Capital Gas took over the commercial management of what was then called the LNG Rivers in September. The vessel was previously controlled by Nigeria LNG’s shipping arm, Bonny Gas Transport.

The buy came as Capital Gas wrapped up negotiations on the charter of two of its speculatively ordered LNG newbuildings to Nigeria LNG.

Two months after the ship purchase, TradeWinds reported that the renamed Trader IV had been fixed on short-term business to trader RWE.

Capital Gas broke into the LNG sector in 2018 and has since amassed a swathe of 18 modern ships including newbuildings scheduled for delivery through into 2027.

This year, Marinakis’ Capital Maritime & Trading is transforming its US-listed entity, Capital Product Partners, into a pure gas and energy transition company. To be called Capital New Energy Carriers, it will be home to 11 of Marinakis’ LNG carriers with options to acquire more.

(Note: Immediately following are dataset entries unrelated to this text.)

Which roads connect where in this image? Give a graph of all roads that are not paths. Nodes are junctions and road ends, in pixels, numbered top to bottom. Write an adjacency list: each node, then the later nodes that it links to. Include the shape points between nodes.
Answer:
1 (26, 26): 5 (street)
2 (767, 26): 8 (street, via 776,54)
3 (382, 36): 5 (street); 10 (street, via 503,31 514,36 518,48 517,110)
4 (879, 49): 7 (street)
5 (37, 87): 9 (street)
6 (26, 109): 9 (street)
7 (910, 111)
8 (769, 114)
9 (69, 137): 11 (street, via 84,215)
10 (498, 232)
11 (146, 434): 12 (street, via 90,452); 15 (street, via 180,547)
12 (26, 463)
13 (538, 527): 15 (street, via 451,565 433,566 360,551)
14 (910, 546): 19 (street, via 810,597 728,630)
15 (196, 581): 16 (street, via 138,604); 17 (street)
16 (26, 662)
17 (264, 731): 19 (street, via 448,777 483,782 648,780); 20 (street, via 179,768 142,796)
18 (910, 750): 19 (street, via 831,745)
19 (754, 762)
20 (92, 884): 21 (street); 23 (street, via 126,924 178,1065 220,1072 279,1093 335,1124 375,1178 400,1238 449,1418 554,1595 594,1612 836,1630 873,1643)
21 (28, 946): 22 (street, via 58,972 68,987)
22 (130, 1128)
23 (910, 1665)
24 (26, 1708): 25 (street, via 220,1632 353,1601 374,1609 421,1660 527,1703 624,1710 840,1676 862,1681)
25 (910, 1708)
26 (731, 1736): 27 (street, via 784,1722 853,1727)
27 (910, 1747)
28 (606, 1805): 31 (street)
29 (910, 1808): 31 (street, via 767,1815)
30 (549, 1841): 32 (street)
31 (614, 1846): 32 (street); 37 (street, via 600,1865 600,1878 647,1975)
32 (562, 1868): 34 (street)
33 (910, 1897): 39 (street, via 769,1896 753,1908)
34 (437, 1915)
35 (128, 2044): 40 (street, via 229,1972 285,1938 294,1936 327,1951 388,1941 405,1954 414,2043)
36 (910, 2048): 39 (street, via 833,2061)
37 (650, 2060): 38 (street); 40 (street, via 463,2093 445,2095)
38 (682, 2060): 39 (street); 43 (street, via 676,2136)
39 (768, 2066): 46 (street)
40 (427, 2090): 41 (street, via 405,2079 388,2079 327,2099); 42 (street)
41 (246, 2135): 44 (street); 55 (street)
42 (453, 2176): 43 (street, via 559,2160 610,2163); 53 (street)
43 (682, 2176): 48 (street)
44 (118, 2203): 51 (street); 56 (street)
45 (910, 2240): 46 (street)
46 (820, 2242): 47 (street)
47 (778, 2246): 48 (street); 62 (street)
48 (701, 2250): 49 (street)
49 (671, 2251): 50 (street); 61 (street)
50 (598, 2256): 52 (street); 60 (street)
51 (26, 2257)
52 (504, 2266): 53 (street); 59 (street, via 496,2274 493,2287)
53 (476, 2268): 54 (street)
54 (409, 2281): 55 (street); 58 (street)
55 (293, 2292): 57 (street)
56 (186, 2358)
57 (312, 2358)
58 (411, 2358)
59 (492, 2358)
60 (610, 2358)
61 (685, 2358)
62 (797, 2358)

Capital Gas waded into the secondhand LNG carrier market in 2022, first buying the 138,000-cbm Trader II (ex-British Trader, built 2002), also a steam turbine-powered ship, for between $26m and $28m. The company later chartered it out to PetroChina.

In 2023, the shipowner bought the 137,489-cbm steamship Trader III (ex-Puteri Intan Satu, built 2002) from Malaysia’s MISC Berhad, paying about $35m for the vessel and fixing it to Portugal’s EDP for 12 months.

Brokers said the LNG secondhand market is starting to pick up again, with Asian buyers proving particularly hungry for tonnage.

The run of LNG steamships emerging for sale had been expected to tick up as they redeliver from long-term charters into a market where new environmental regulations and a swathe of delivering modern tonnage are rendering them increasingly difficult to trade due to their inefficiencies and small sizes.

But brokers warn the strong secondhand prices being paid for ships of the Trader IV’s vintage could dampen owners’ interest in sending vessels for demolition.

This week, SK Shipping was the first owner this year to take the demolition route, selling its 127,100-cbm LNG carrier YK Sovereign (built 1994) for scrap at a lump sum price of $18.7m.

The Moss-type vessel was sold on an “as is” basis and is expected to be delivered at Incheon in South Korea.